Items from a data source

Content starts

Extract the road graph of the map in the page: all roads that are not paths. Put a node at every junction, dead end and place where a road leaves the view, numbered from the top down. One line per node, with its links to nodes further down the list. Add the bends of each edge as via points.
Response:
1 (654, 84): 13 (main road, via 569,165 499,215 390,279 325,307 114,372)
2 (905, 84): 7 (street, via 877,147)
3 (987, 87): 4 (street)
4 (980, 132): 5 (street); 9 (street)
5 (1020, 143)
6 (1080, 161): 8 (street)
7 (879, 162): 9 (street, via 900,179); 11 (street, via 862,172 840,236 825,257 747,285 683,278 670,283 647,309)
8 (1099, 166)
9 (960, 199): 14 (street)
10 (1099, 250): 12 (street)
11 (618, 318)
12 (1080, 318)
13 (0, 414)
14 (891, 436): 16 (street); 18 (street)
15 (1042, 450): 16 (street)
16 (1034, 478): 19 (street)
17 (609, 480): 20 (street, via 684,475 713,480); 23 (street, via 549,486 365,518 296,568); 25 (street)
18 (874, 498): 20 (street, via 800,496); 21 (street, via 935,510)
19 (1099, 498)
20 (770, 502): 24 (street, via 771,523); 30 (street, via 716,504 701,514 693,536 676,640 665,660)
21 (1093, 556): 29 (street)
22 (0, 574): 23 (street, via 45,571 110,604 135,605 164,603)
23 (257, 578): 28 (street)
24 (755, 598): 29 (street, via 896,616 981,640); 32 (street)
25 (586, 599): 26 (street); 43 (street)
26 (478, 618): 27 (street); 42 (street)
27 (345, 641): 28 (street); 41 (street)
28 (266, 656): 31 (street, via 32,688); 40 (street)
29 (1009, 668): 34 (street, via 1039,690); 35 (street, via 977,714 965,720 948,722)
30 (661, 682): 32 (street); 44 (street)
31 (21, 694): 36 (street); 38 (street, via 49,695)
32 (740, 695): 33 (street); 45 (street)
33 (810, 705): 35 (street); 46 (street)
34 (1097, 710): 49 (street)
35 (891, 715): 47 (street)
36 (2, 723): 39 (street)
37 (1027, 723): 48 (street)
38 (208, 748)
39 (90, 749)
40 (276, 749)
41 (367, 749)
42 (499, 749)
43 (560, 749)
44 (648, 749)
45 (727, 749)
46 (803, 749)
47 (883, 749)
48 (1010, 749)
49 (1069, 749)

Content ends
Content starts

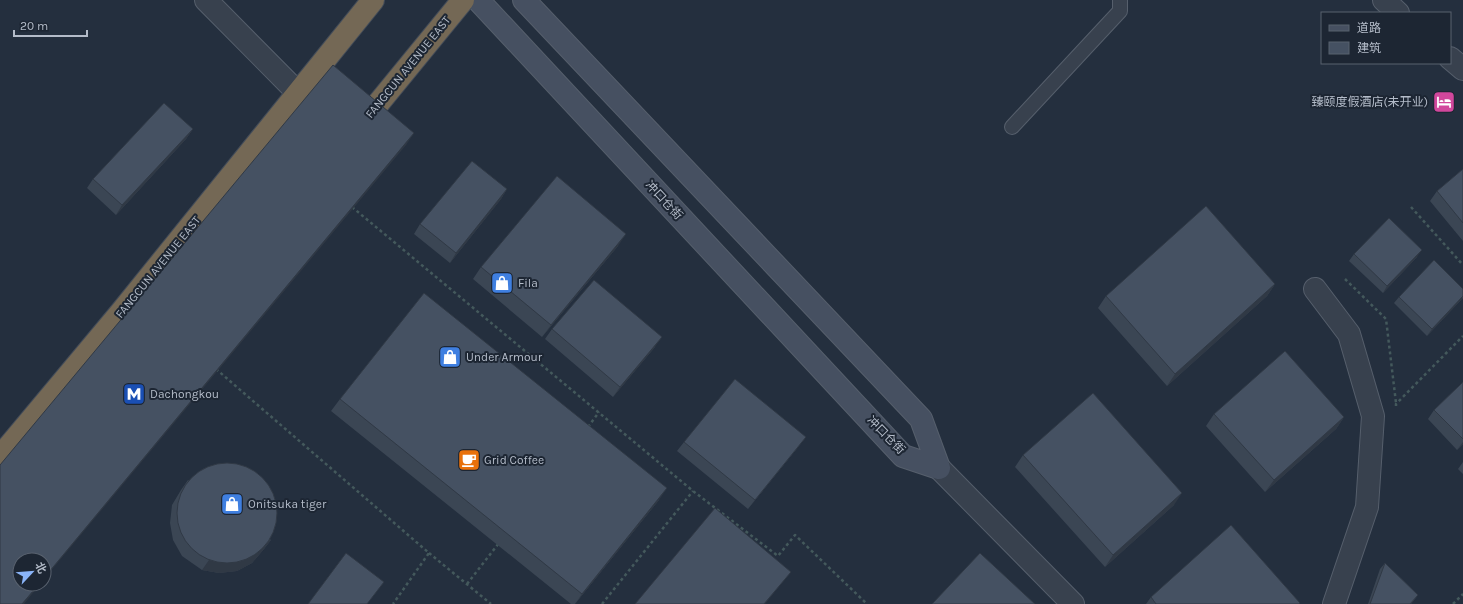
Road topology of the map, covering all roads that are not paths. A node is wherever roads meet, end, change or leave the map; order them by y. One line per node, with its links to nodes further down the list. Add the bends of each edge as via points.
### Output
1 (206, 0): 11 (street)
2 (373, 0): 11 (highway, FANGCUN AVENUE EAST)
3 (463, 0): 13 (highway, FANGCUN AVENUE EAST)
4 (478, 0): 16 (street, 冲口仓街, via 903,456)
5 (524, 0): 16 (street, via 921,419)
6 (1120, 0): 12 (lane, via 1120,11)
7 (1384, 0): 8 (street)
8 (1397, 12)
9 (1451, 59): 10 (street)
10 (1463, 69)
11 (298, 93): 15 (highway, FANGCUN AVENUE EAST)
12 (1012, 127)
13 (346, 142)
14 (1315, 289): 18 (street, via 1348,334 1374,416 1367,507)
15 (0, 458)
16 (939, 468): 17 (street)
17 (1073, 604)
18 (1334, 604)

Content ends
Content starts

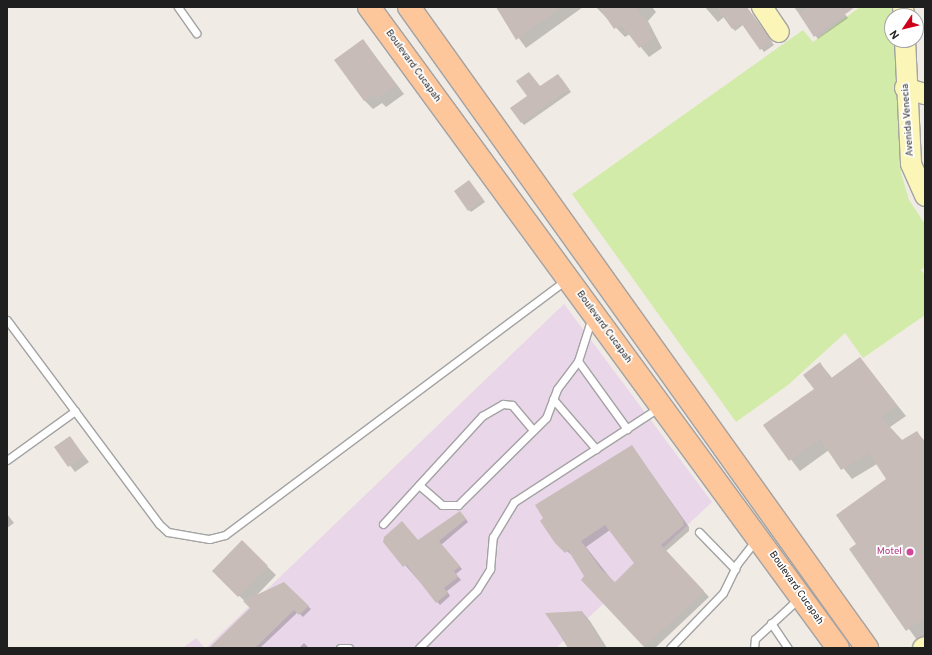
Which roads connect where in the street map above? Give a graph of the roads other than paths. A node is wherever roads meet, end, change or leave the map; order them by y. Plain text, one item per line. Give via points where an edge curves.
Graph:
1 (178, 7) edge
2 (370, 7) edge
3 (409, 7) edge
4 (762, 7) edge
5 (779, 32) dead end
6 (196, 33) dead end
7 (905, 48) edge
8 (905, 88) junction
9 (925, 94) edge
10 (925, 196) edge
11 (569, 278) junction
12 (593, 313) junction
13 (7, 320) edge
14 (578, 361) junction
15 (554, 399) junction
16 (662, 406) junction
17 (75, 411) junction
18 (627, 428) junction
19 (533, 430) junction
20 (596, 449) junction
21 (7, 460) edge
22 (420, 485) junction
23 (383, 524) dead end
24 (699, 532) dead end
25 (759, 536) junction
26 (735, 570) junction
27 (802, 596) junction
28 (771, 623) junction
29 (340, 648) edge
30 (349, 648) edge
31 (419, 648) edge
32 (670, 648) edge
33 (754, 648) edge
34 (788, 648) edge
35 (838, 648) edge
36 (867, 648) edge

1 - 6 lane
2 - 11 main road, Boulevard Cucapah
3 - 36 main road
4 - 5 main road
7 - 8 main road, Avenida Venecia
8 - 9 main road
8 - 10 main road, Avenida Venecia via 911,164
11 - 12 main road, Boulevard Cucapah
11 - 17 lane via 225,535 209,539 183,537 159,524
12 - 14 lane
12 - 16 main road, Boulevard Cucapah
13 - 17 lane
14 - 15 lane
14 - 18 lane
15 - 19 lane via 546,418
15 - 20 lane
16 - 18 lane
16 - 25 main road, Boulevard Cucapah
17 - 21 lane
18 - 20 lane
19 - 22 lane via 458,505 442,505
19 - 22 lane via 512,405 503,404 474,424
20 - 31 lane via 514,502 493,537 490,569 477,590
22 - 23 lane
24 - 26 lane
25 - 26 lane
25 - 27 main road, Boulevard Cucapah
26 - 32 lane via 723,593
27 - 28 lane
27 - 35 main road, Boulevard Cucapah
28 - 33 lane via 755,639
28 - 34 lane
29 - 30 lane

Content ends

* WHAT THE TASK REQUIRES
In the entries above, find each line with "paths" and copy it.

* RESULT OF THE EXERCISE
Extract the road graph of the map in the page: all roads that are not paths. Put a node at every junction, dead end and place where a road leaves the view, numbered from the top down. One line per node, with its links to nodes further down the list. Add the bends of each edge as via points.
Road topology of the map, covering all roads that are not paths. A node is wherever roads meet, end, change or leave the map; order them by y. One line per node, with its links to nodes further down the list. Add the bends of each edge as via points.
Which roads connect where in the street map above? Give a graph of the roads other than paths. A node is wherever roads meet, end, change or leave the map; order them by y. Plain text, one item per line. Give via points where an edge curves.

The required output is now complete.